2024 film by Emily Ting

Girl Haunts Boy is a 2024 American romantic fantasy film directed by Emily Ting and starring Peyton List and Michael Cimino.

== Plot ==
In 1928, spirited teenager Beatrix Jenkins visits the Spectral Valley Museum during a school field trip. Drawn to a mysterious pearl ring in a restricted exhibit, she sneaks into a closed-off section to examine it. Before she can return the ring, she is spotted by a security guard. To avoid punishment, she tries to distract him and flees the museum. Tragically, she is struck by a car and killed instantly. Unbeknownst to her, the ring is cursed, and her spirit becomes bound to it, leaving her to haunt her family home for nearly a century.

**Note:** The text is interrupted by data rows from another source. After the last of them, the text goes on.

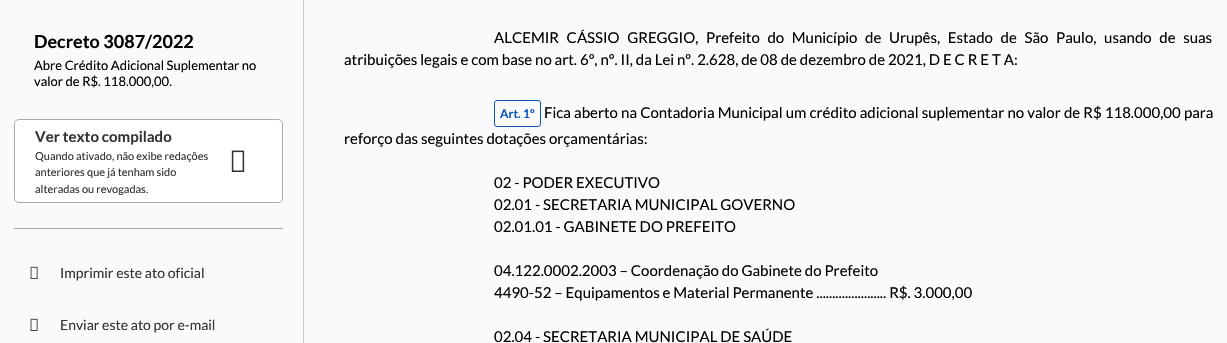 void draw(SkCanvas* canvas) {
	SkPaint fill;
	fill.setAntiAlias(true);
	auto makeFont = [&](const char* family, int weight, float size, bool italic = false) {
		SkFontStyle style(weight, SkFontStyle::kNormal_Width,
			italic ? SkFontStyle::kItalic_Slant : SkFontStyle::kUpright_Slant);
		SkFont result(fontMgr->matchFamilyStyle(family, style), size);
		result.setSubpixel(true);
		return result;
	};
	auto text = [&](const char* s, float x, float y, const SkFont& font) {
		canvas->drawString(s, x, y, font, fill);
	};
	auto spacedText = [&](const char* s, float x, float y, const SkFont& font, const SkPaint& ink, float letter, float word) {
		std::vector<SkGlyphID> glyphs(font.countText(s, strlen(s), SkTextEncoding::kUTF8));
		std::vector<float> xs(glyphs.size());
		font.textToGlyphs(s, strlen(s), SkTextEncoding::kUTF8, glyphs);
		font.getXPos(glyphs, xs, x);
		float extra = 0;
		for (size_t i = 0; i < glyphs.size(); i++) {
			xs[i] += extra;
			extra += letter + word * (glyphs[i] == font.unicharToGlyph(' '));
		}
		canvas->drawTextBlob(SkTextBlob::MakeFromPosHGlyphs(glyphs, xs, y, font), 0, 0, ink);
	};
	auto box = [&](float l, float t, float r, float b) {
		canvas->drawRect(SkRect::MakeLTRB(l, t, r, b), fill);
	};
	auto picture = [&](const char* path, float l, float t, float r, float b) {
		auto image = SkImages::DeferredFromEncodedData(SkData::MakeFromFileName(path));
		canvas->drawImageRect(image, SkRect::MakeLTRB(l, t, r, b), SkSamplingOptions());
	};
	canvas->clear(0xFFFAFAFC);
	fill.setColor(0xFFCCCCCC);
	box(303, 0, 304, 343);
	fill.setColor(0xFFAAAAAA);
	box(14, 228, 283, 229);
	fill.setColor(0xFFFFFFFF);
	canvas->drawRoundRect(SkRect::MakeLTRB(14.5f, 119.5f, 282.5f, 202.5f), 4.5f, 4.5f, fill);
	fill.setStyle(SkPaint::kStroke_Style);
	fill.setStrokeWidth(1);
	fill.setColor(0xFFAAAAAA);
	canvas->drawRoundRect(SkRect::MakeLTRB(14.5f, 119.5f, 282.5f, 202.5f), 4.5f, 4.5f, fill);
	picture("image0.png", 231, 150, 245, 172);
	picture("image1.png", 30, 266, 38, 279);
	picture("image1.png", 30, 318, 38, 331);
	fill.setColor(0xFF0A57B3);
	canvas->drawRoundRect(SkRect::MakeLTRB(494.5f, 100.5f, 540.5f, 126.5f), 2.5f, 2.5f, fill);
	auto font1 = makeFont("Lato", 700, 18);
	fill.setStyle(SkPaint::kFill_Style);
	fill.setColor(0xFF000000);
	text("Decreto 3087/2022", 34, 48, font1);
	auto font2 = makeFont("Lato", 400, 13);
	text("Abre Crédito Adicional Suplementar no", 34, 70, font2);
	text("valor de R$. 118.000,00.", 34, 86, font2);
	auto font3 = makeFont("Lato", 700, 15);
	fill.setColor(0xFF333333);
	text("Ver texto compilado", 35, 142, font3);
	auto font4 = makeFont("Lato", 400, 11);
	text("Quando ativado, não exibe redações", 35, 160, font4);
	text("anteriores que já tenham sido", 35, 176, font4);
	text("alteradas ou revogadas.", 35, 193, font4);
	auto font5 = makeFont("Lato", 400, 14);
	text("Imprimir este ato oficial", 60, 278, font5);
	text("Enviar este ato por e-mail", 60, 330, font5);
	auto font6 = makeFont("Lato", 400, 15);
	fill.setColor(0xFF000000);
	spacedText("ALCEMIR CÁSSIO GREGGIO, Prefeito do Município de Urupês, Estado de São Paulo, usando de suas", 494, 43, font6, fill, 0, 4.75f);
	text("atribuições legais e com base no art. 6º, nº. II, da Lei nº. 2.628, de 08 de dezembro de 2021, D E C R E T A:", 344, 65, font6);
	auto font7 = makeFont("Lato", 700, 12);
	fill.setColor(0xFF0A57B3);
	text("Art. 1º", 500, 118, font7);
	fill.setColor(0xFF000000);
	spacedText("Fica aberto na Contadoria Municipal um crédito adicional suplementar no valor de R$ 118.000,00 para", 544, 118, font6, fill, 0, 0.25f);
	text("reforço das seguintes dotações orçamentárias:", 344, 144, font6);
	text("02 - PODER EXECUTIVO", 494, 188, font6);
	text("02.01 - SECRETARIA MUNICIPAL GOVERNO", 494, 210, font6);
	text("02.01.01 - GABINETE DO PREFEITO", 494, 232, font6);
	text("04.122.0002.2003 – Coordenação do Gabinete do Prefeito", 494, 276, font6);
	text("4490-52 – Equipamentos e Material Permanente ...................... R$. 3.000,00", 494, 298, font6);
	text("02.04 - SECRETARIA MUNICIPAL DE SAÚDE", 494, 342, font6);
}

In the present day, 17-year-old Cole Sanchez moves into Bea’s former house with his mother after his father's death. While exploring his new room, Cole finds the pearl ring. Upon wearing it, he begins experiencing supernatural events and eventually meets Bea’s ghost. Initially frightened, Cole becomes intrigued by Bea, and the two develop an unlikely friendship. As they grow closer, Bea encourages Cole to rediscover his passion for music, which he abandoned due to grief.

With the help of his classmate Lydia, Cole learns that the ring is part of a cursed pair. The curse states that anyone who separates the rings will be doomed to die violently and have their spirit trapped until the rings are reunited. Despite his feelings for Bea, Cole realizes she deserves peace and helps her retrieve the second ring.

Once the rings are reunited, the curse is lifted—not by sending Bea to the afterlife but by transporting her back to the 1920s. In the final moments, Cole finds an old photo album revealing that Bea lived a full and happy life, becoming a pilot, marrying, and growing old surrounded by family. Though saddened by her departure, Cole finds closure and a renewed sense of purpose.

==Cast==
- Michael Cimino as Cole Sanchez
- Peyton List as Beatrix "Bea" Jenkins
- Phoebe Holden as Lydia Anderson
- Andrea Navedo as Catarina Sanchez

==Production==
Filming occurred in Montclair, New Jersey.

==Release==
The film was released on Netflix and VOD on October 10, 2024.

==Reception==
The film has a 92% rating on Rotten Tomatoes based on 12 reviews. Jennifer Borget of Common Sense Media awarded the film three stars out of five. Matt Mahler of MovieWeb scored the film a 3 out of 5.